Kuechenberg was sometimes critical of his past teams. One such critique prompted then-current Miami All-Pro, Jason Taylor, to comment, "It's another chapter in the grumpy Kuechenberg story. It's Kuechenberg. He gets up every year and complains about something. If it ain't one thing, it's another. He needs a hug and a hobby. It's ridiculous."

Kuechenberg was inducted into the American Football Association's Semi Pro Football Hall of Fame in 1986. In 2013, President Barack Obama honored the entire 1972 Perfect Season Dolphins at an event in the White House, but Kuechenberg declined to attend for political reasons. He told sports columnist Dave Hyde of Ft. Lauderdale's Sun-Sentinel "I want to be careful, because Mom said if you have nothing good to say about someone, then don't say anything. I don't have anything good to say about someone."
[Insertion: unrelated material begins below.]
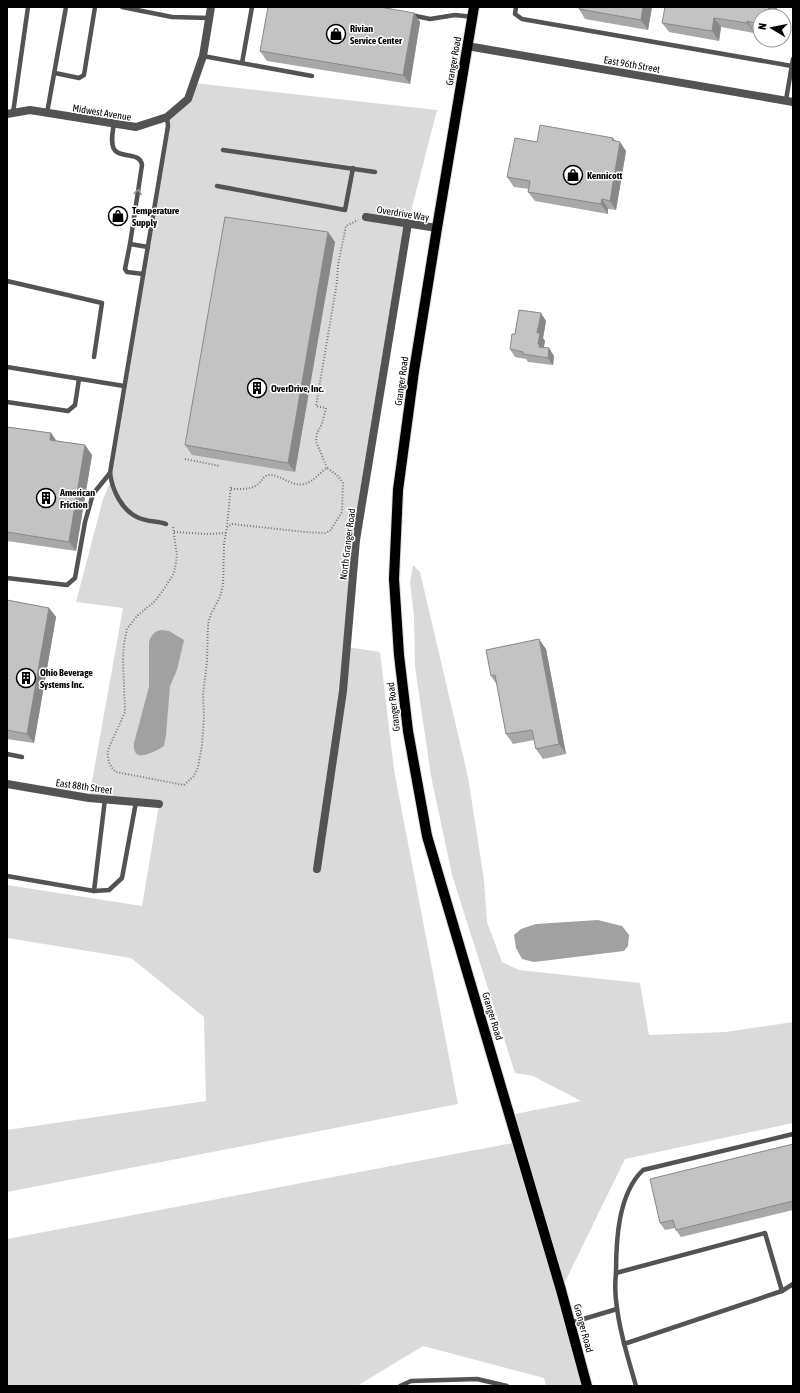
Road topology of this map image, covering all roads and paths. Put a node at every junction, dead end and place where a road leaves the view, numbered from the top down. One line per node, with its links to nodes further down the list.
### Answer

In 2014, he was inducted into the Chicagoland Sports Hall of Fame, and was given its George Connor Lifetime Achievement Award. The Professional Football Researchers Association named Kuechenberg to the PRFA Hall of Very Good Class of 2013. He was a finalist on a number of occasions for the Hall of Fame, but has not made it. As of October 22, 2024, he remained a candidate in the seniors category for inclusion in the hall of fame class for 2025. He did not make the final round.

== Health and death ==
Kuechenberg played with various significant injuries. He played Super Bowl VIII with a fractured arm. He completed a game against the Pittsburgh Steelers, even though he had suffered a broken ankle. He played much of 1977 with two bone fractures in his back. His career ended after an eye injury in 1983. Legendary New York Times sportswriter Red Smith quoted Kuechenberg in 1975, on his sacrifice and strategy for success against opposing defensive tackles: "'I just fight him .... As long as he's beating on my head and not the quarterback's it's all right with me.'"
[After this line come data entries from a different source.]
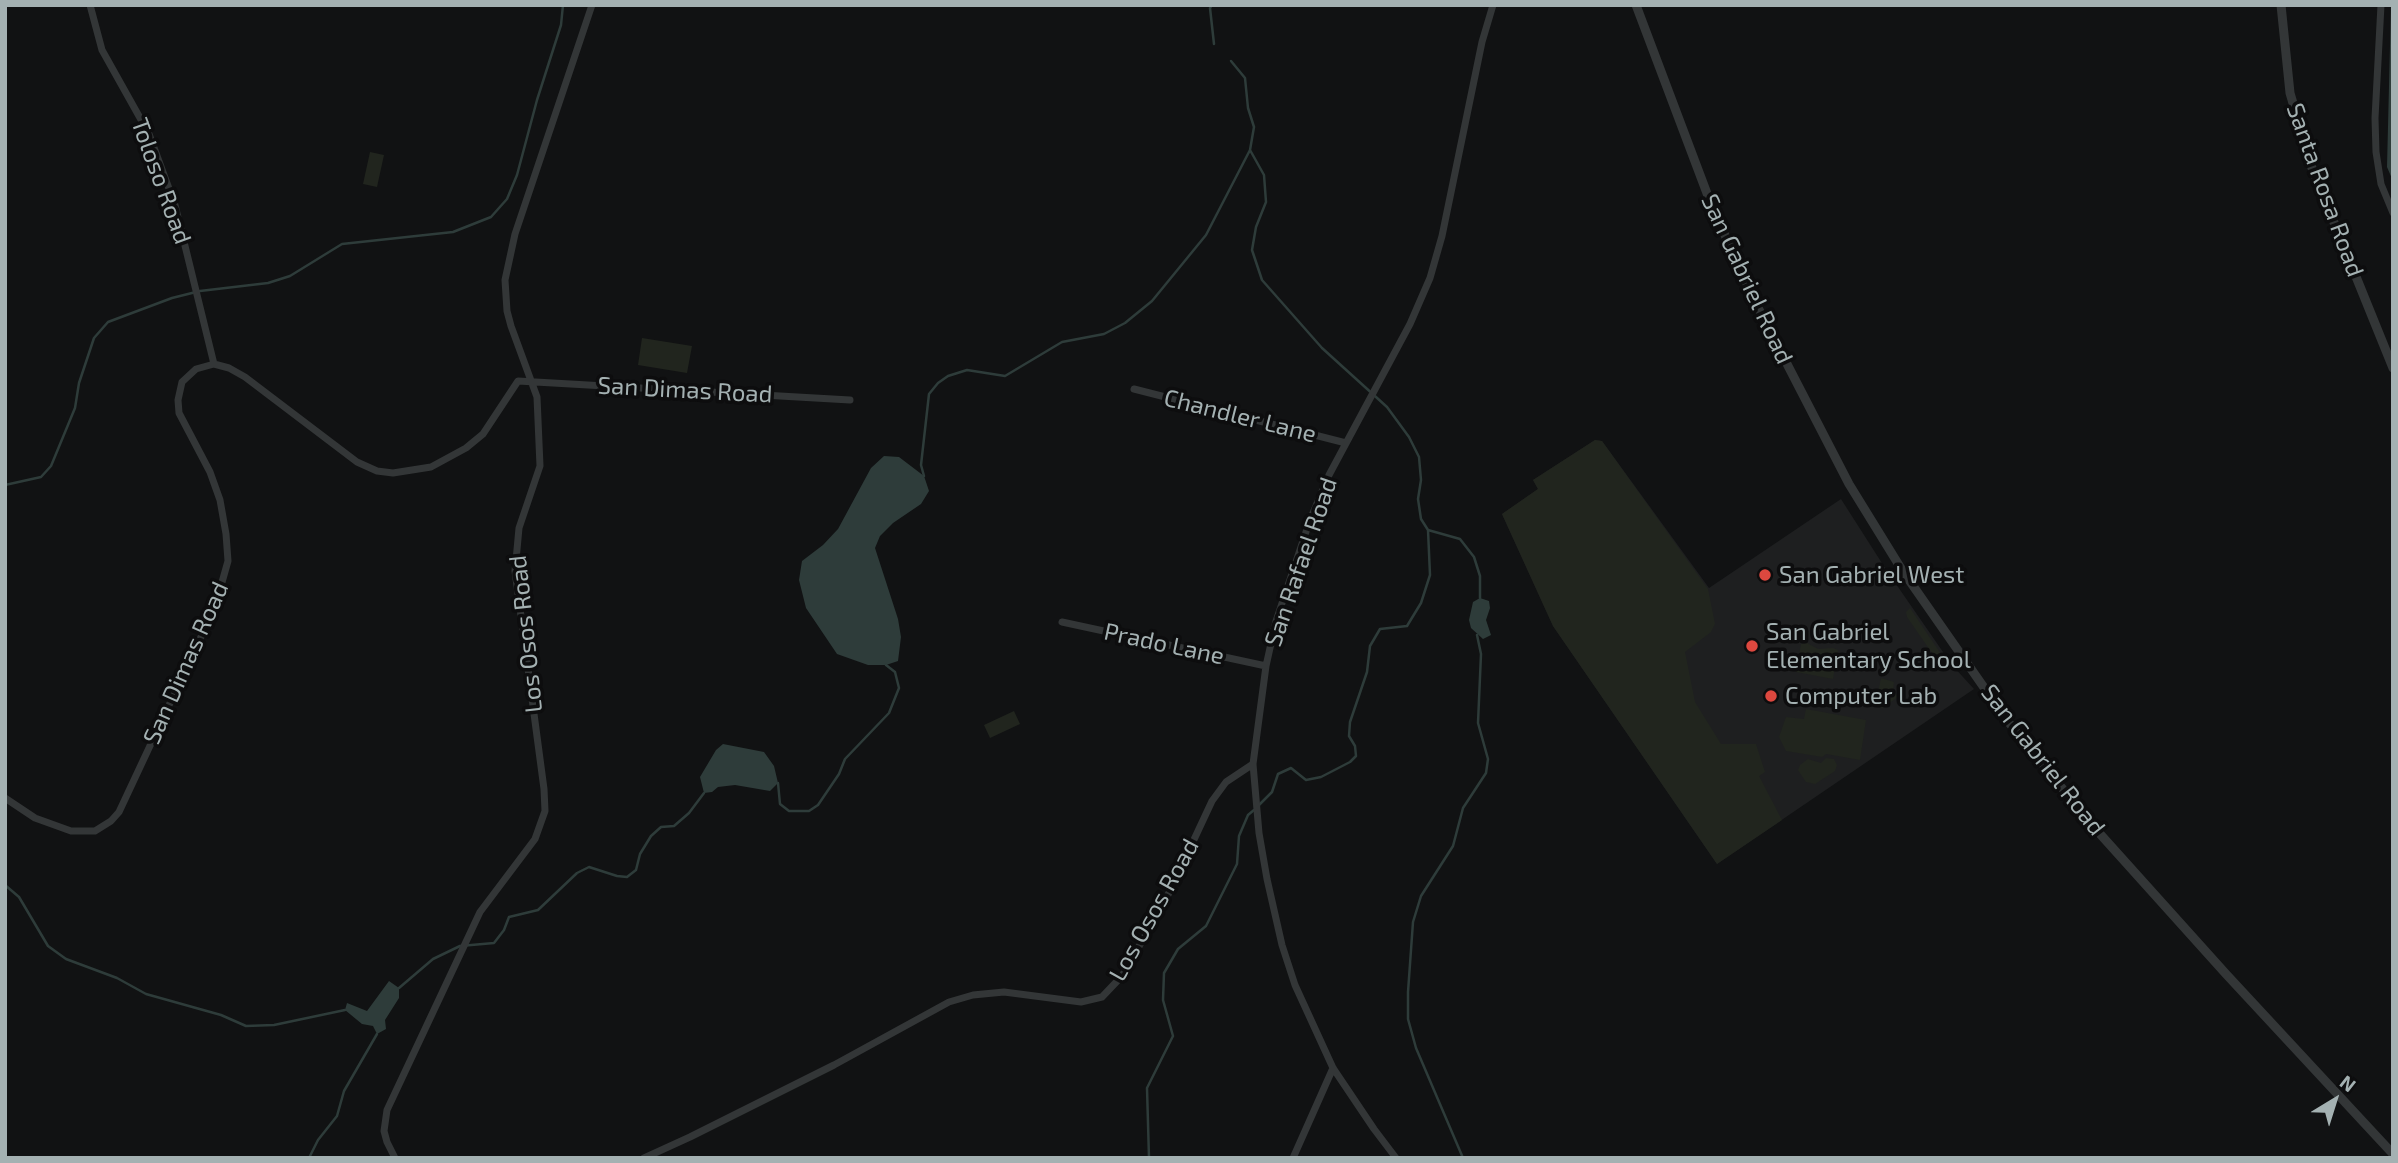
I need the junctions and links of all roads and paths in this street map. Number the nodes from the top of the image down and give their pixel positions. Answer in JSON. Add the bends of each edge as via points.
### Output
{"nodes":[{"id":1,"x":90,"y":5,"type":"edge"},
{"id":2,"x":592,"y":5,"type":"edge"},
{"id":3,"x":1493,"y":5,"type":"edge"},
{"id":4,"x":1636,"y":5,"type":"edge"},
{"id":5,"x":2281,"y":5,"type":"edge"},
{"id":6,"x":2381,"y":5,"type":"edge"},
{"id":7,"x":2393,"y":213,"type":"edge"},
{"id":8,"x":214,"y":364,"type":"junction"},
{"id":9,"x":2393,"y":368,"type":"edge"},
{"id":10,"x":530,"y":381,"type":"junction"},
{"id":11,"x":1134,"y":389,"type":"dead end"},
{"id":12,"x":850,"y":400,"type":"dead end"},
{"id":13,"x":1346,"y":443,"type":"junction"},
{"id":14,"x":1062,"y":622,"type":"dead end"},
{"id":15,"x":1266,"y":666,"type":"junction"},
{"id":16,"x":1253,"y":764,"type":"junction"},
{"id":17,"x":5,"y":798,"type":"edge"},
{"id":18,"x":1334,"y":1068,"type":"junction"},
{"id":19,"x":2393,"y":1154,"type":"edge"},
{"id":20,"x":395,"y":1158,"type":"edge"},
{"id":21,"x":644,"y":1158,"type":"edge"},
{"id":22,"x":1293,"y":1158,"type":"edge"},
{"id":23,"x":1396,"y":1158,"type":"edge"}],
"edges":[{"from":1,"to":8,"type":"street","name":"Toloso Road","via":[[102,50],[149,134],[175,205]]},
{"from":2,"to":10,"type":"street","name":"Los Osos Road","via":[[510,251],[505,280],[507,311]]},
{"from":3,"to":13,"type":"street","name":"San Rafael Road","via":[[1430,278]]},
{"from":4,"to":19,"type":"street","name":"San Gabriel Road","via":[[1711,204],[1753,298],[1849,484],[1898,564],[2006,719],[2078,808]]},
{"from":5,"to":9,"type":"street","name":"Santa Rosa Road","via":[[2290,93],[2304,143]]},
{"from":6,"to":7,"type":"street","via":[[2376,152],[2381,184]]},
{"from":8,"to":10,"type":"street","via":[[245,377],[357,462],[393,473],[431,467],[466,448],[483,434],[518,381]]},
{"from":8,"to":17,"type":"street","name":"San Dimas Road","via":[[196,369],[182,382],[178,400],[179,413],[220,500],[228,550],[223,582],[119,811],[95,831],[71,831],[35,818]]},
{"from":10,"to":12,"type":"street","name":"San Dimas Road"},
{"from":10,"to":20,"type":"street","name":"Los Osos Road","via":[[537,397],[540,466],[519,528],[515,571],[545,811],[535,839],[497,887],[469,934],[387,1110],[384,1131]]},
{"from":11,"to":13,"type":"street","name":"Chandler Lane"},
{"from":13,"to":15,"type":"street","name":"San Rafael Road","via":[[1317,501],[1276,621]]},
{"from":14,"to":15,"type":"street","name":"Prado Lane"},
{"from":15,"to":16,"type":"street","name":"San Rafael Road"},
{"from":16,"to":18,"type":"street","name":"San Rafael Road","via":[[1272,906],[1295,985]]},
{"from":16,"to":21,"type":"street","name":"Los Osos Road","via":[[1226,782],[1212,801],[1145,936],[1122,976],[1102,997],[1082,1002],[993,992],[949,1002],[834,1065]]},
{"from":18,"to":22,"type":"street"},
{"from":18,"to":23,"type":"street","name":"San Rafael Road"}]}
He was one of at least 345 NFL players to be diagnosed after death with chronic traumatic encephalopathy (CTE), which is caused by repeated hits to the head. He was diagnosed posthumously, and among six Dolphins from the 1972 team diagnosed with CTE (Kuechenberg, Jim Kiick, Jake Scott, Bill Stanfill, Earl Morrall and Nick Buoniconti). More recently, another 15 Dolphins have been discovered to have had CTE. Kuechenberg likely had thousands of head hits during the years he played football. After his death and CTE diagnosis, researchers asked his daughter if the family knew how many concussions Kuechenberg suffered. She told them "'His head was his tool. ... Do that math over college and high school.'" She stated that her father declined rapidly in the years leading to his death, his memory beginning to fail, rarely leaving home, making poor financial decisions, drinking heavily, suffering from depression and contemplating suicide.

He died of a heart attack on January 12, 2019.